**WHAT THE TASK REQUIRES**: Report every line in the listing below where the string "numbered" shows up.

——

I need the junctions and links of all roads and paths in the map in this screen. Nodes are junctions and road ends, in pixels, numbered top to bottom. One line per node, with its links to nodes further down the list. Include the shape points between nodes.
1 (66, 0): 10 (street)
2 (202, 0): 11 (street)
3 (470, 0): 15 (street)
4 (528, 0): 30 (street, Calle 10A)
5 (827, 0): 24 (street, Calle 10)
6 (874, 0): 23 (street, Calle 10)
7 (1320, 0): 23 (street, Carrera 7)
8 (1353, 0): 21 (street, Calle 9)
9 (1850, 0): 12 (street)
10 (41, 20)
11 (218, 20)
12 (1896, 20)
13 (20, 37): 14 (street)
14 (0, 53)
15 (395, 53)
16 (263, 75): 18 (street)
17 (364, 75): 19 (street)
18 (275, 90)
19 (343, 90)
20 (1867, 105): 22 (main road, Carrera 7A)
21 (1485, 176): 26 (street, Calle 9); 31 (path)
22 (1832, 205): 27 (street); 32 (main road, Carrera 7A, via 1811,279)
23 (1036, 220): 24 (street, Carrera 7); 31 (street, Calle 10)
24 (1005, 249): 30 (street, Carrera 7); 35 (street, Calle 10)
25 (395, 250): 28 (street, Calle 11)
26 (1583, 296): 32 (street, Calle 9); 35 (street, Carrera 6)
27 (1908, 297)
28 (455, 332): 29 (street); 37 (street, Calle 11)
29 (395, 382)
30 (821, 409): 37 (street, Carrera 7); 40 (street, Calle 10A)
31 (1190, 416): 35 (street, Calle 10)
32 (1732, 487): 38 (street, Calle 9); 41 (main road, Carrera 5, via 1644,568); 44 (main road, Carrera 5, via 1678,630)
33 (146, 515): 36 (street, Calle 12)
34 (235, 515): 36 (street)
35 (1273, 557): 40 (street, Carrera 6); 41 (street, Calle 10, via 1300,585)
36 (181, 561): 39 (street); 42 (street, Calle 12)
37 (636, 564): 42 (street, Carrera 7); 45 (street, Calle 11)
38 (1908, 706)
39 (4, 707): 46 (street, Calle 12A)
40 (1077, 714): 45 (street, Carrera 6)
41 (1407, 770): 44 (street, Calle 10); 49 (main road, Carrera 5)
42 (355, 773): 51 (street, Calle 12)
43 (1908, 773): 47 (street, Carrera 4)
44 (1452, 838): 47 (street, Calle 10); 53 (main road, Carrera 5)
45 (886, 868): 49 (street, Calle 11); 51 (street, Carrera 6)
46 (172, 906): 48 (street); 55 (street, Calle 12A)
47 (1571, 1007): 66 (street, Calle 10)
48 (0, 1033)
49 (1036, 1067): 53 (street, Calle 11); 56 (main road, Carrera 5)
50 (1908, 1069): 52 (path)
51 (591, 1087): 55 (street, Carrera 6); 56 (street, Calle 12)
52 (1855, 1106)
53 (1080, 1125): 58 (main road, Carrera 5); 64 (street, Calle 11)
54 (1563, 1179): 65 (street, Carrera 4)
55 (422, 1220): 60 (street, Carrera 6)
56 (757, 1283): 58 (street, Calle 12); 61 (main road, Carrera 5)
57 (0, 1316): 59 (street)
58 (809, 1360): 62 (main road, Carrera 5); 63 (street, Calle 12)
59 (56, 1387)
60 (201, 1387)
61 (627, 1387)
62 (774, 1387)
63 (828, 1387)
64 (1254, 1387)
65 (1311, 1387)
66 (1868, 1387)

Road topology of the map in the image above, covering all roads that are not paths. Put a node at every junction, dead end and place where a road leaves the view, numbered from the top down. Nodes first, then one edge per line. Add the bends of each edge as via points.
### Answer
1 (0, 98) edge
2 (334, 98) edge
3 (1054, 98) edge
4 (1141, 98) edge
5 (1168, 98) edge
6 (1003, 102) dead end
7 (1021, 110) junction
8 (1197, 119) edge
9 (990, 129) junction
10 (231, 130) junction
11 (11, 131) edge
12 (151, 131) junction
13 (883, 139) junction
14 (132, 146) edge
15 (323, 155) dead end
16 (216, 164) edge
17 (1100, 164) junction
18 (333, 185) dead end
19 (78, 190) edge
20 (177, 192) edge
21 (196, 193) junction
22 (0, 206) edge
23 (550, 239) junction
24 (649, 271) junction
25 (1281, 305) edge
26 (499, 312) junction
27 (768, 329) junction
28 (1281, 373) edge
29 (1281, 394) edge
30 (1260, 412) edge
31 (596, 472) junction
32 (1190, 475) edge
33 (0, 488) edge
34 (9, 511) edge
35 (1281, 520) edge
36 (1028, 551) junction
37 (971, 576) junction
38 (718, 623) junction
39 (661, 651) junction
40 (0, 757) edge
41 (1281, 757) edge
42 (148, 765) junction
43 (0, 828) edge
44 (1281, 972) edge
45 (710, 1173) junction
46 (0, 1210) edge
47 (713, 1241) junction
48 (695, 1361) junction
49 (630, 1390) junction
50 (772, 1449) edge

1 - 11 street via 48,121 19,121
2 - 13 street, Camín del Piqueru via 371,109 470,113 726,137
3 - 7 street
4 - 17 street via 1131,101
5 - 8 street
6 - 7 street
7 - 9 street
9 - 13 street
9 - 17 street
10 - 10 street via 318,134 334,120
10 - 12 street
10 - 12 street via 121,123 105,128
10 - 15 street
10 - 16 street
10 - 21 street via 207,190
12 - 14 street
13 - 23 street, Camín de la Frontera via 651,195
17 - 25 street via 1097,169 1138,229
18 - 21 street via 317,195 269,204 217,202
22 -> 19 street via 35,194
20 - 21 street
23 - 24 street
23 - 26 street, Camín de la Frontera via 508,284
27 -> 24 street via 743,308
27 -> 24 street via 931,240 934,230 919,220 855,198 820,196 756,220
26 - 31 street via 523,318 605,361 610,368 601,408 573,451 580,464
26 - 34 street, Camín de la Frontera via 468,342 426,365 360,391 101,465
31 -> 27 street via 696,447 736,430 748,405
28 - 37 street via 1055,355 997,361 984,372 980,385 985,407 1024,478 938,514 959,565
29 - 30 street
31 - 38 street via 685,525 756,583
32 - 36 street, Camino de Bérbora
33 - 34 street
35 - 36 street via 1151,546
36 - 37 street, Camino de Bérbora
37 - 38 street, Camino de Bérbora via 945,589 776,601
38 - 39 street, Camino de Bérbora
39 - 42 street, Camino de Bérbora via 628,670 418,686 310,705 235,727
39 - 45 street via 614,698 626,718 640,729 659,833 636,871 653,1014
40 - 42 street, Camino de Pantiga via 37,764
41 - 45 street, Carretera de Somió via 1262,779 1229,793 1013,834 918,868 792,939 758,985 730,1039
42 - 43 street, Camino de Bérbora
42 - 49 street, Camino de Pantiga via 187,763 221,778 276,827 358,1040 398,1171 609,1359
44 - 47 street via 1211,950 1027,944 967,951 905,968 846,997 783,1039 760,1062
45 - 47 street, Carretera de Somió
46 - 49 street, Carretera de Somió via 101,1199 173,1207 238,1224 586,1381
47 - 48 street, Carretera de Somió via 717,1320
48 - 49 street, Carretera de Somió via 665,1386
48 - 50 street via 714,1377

——

**TASK RESULT**:
I need the junctions and links of all roads and paths in the map in this screen. Nodes are junctions and road ends, in pixels, numbered top to bottom. One line per node, with its links to nodes further down the list. Include the shape points between nodes.
Road topology of the map in the image above, covering all roads that are not paths. Put a node at every junction, dead end and place where a road leaves the view, numbered from the top down. Nodes first, then one edge per line. Add the bends of each edge as via points.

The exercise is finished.